病院を出てから黙ったままの私を、健太郎はタクシーで送ってくれた。
いつの間にか降り出した雨が、窓ガラスを叩き付ける。
雨の中、見慣れた景色も全てが滲んで見えて、やけに現実味がない様に思えた。
そんな景色をボーッと眺めていると、何も知らない西谷さんの嬉しそうな笑顔と声に更に追い詰められるような気がする。
とても息苦しくて、私は両手で顔を覆った。


「奈月。
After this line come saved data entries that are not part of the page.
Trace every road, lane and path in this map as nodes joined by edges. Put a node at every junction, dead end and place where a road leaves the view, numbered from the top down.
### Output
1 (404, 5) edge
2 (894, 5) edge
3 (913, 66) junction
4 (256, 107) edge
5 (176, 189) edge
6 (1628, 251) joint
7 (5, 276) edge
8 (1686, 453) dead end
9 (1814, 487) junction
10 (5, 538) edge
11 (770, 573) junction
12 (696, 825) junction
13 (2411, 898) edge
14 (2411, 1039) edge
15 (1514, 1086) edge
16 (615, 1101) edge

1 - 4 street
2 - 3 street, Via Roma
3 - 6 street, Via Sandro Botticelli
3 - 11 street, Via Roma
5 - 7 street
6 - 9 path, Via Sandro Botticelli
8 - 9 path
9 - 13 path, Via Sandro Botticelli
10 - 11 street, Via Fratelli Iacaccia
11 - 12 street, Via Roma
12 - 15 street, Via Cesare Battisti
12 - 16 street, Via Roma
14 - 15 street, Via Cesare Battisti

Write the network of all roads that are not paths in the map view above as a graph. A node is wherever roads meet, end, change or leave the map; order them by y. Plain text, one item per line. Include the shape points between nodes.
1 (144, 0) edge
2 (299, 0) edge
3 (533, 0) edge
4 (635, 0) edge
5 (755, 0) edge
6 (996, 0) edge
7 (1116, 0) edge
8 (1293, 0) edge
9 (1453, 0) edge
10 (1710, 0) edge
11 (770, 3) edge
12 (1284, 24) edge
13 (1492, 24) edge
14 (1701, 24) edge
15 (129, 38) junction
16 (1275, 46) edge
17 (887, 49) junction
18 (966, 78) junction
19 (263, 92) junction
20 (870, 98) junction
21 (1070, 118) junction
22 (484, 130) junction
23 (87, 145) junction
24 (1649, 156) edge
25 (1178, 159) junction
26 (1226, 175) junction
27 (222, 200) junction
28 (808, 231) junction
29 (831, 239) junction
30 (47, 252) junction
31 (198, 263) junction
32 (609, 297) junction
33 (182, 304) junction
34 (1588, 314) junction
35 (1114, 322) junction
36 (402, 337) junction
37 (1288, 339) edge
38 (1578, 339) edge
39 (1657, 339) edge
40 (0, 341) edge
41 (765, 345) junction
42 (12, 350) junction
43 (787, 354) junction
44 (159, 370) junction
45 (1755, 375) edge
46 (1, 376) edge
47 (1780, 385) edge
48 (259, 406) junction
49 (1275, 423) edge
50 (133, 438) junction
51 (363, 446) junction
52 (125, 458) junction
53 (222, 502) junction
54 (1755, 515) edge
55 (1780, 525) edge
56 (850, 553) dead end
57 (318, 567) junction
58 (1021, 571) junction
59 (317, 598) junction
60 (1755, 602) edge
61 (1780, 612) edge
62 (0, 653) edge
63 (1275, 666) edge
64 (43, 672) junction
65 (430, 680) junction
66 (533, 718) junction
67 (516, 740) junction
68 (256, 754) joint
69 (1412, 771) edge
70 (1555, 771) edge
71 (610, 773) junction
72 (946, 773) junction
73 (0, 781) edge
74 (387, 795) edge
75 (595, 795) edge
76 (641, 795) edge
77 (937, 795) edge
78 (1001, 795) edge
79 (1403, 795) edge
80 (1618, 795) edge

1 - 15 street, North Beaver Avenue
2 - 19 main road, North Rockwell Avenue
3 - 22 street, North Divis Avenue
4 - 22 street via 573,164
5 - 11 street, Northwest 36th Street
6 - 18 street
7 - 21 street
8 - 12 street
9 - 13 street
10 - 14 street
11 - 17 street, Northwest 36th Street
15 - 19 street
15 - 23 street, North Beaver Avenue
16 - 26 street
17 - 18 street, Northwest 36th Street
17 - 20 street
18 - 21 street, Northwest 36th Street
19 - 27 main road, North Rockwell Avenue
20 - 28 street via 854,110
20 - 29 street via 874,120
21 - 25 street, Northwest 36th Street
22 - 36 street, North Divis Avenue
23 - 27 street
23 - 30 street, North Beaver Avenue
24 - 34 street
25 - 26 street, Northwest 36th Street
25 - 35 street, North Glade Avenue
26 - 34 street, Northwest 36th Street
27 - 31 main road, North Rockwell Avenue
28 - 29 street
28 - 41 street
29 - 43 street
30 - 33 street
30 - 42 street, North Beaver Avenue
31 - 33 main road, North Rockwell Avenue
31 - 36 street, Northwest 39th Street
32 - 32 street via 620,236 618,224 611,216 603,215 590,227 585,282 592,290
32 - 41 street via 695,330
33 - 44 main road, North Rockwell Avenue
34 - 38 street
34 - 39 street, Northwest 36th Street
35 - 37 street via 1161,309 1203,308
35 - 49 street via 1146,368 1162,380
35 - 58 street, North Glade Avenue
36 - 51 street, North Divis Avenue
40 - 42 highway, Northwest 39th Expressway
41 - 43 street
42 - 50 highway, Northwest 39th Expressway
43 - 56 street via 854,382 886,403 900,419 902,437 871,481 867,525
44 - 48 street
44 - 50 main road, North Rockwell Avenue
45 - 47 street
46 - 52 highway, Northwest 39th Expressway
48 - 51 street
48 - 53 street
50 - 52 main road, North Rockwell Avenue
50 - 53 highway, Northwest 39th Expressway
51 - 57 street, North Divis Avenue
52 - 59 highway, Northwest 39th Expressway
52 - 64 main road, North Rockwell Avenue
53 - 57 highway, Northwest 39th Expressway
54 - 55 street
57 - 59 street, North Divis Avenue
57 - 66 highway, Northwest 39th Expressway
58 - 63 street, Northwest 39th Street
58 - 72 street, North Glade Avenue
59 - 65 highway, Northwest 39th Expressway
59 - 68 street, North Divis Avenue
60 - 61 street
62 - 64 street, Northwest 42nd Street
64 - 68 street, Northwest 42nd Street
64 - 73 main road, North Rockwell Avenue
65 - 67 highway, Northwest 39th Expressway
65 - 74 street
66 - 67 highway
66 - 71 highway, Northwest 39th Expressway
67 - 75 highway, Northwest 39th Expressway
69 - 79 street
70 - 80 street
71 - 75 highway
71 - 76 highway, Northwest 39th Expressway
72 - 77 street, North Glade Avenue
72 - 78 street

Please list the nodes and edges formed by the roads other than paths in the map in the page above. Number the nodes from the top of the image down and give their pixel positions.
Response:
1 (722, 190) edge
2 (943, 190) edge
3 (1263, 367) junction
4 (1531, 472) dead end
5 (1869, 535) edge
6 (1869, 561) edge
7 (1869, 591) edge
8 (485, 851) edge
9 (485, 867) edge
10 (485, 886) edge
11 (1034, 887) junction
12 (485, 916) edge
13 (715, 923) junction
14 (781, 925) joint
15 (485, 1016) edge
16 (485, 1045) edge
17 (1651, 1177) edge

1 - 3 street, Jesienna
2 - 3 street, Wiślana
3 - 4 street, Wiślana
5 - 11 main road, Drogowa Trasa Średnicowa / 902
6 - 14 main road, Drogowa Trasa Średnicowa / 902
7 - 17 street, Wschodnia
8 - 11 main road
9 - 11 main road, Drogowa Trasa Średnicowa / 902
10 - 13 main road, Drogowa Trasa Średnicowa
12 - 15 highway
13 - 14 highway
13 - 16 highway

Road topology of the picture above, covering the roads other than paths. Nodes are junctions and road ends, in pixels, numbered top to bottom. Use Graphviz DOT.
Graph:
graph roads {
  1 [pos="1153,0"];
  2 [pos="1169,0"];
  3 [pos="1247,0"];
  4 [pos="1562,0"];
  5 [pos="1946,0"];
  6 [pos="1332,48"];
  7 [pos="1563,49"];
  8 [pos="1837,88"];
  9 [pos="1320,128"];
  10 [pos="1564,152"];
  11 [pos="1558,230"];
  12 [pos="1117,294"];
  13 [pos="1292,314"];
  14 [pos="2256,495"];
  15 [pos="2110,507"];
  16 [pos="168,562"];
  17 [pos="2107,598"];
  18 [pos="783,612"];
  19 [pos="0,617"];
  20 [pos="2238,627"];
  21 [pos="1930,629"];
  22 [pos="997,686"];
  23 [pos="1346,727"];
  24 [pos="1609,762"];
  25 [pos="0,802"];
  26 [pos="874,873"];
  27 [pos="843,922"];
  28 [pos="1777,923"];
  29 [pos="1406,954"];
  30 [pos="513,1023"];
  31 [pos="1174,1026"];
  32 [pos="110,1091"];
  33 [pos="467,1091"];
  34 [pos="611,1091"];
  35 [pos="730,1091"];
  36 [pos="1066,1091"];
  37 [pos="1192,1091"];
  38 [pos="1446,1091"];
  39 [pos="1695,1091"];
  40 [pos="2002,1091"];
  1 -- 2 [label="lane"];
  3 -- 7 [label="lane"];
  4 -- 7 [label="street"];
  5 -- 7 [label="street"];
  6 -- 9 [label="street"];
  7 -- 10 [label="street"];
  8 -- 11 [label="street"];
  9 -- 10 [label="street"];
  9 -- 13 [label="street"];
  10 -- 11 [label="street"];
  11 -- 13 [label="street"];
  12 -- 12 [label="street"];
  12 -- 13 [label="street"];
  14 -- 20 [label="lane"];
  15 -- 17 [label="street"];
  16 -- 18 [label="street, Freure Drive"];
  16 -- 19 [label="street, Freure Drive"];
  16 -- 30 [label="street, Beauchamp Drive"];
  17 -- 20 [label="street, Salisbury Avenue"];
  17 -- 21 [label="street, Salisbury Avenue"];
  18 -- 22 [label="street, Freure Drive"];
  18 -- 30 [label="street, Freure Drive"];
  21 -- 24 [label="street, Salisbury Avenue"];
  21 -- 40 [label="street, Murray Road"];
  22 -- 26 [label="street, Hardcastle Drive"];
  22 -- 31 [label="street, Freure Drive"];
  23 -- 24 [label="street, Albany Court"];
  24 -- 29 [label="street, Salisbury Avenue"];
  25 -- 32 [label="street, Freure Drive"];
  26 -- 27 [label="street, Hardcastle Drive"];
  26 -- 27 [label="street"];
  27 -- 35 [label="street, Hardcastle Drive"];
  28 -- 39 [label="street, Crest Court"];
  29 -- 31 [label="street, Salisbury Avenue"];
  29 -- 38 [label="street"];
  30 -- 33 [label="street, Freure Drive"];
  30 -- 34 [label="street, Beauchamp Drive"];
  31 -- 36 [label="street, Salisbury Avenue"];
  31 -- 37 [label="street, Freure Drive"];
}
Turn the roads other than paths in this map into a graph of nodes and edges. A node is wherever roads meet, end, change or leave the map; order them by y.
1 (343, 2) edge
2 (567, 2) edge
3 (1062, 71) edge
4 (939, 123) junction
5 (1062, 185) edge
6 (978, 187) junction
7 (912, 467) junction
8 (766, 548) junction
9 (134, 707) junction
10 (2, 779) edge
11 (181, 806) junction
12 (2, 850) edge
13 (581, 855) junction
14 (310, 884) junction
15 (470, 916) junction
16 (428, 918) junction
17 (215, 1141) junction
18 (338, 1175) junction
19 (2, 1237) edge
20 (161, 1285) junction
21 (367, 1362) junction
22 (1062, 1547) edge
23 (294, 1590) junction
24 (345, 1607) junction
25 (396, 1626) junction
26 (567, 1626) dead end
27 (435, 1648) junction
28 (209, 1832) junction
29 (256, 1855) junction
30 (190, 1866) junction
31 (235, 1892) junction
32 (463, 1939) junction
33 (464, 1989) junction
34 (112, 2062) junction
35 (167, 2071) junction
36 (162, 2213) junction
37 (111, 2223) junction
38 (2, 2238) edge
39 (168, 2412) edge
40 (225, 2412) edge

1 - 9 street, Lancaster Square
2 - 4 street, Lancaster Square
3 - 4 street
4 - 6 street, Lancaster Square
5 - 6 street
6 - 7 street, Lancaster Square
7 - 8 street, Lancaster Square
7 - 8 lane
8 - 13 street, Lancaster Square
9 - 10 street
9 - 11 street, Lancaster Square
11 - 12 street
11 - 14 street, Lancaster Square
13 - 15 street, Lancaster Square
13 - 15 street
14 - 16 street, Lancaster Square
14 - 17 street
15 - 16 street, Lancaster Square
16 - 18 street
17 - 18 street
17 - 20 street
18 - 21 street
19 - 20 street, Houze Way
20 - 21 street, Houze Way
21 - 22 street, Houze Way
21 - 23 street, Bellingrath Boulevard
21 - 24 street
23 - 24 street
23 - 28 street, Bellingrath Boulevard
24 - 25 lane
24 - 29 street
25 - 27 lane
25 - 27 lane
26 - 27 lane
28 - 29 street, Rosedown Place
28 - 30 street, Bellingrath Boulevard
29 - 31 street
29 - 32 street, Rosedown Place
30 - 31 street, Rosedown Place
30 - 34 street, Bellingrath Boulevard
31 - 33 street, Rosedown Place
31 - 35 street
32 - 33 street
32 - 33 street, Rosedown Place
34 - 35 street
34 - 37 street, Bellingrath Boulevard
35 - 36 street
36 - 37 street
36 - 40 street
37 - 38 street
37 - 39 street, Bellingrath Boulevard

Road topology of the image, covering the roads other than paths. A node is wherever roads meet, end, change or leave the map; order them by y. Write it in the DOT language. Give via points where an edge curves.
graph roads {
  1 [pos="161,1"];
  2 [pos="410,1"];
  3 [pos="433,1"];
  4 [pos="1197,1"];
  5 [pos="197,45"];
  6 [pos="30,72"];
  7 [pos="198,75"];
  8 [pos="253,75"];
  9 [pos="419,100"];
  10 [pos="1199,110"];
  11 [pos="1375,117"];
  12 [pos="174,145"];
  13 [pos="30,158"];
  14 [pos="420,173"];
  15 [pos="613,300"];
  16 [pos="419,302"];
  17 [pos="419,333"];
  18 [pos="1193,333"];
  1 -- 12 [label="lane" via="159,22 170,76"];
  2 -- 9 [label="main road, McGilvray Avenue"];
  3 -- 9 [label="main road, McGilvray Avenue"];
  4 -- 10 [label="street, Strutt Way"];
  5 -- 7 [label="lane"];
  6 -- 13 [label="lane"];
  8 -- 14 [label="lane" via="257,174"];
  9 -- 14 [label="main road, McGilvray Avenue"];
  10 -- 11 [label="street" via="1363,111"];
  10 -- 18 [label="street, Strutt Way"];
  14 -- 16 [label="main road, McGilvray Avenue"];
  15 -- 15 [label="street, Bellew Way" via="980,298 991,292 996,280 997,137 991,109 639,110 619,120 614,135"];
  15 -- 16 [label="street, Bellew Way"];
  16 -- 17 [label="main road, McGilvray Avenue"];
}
気分悪い?」


何かを秘めた様な色を孕んだ声で、健太郎が私を気遣う。
だけど私は首を横に振って否定するのが精一杯だった。


「……健太郎は……もう全部わかってるの?」


なんとかそれだけを口にした。
少しの沈黙の後、健太郎は、いや、と短く呟く。


「俺にもまだ、先生が今の俺達の前に現れた目的はわからない」


その言葉に、私はようやく顔を上げた。
それを確認すると、健太郎は窓枠に肘をついて、夜の雨の街の景色に目を遣った。



「俺と奈月の気持ちを引っ掻き回してるのはわかる。
だけど、何の為かはわからない」


健太郎の悔しそうな声を聞きながら、何かが引っ掛かった。
だけどそれは形を成さないまま、私の中からも消えてしまいそうになる。


――はっきりさせないと。


私の中のあの人をはっきりさせないと。


「……健太郎、ごめん。ここで降ろして」


思い付いた途端、私はそう呟いていた。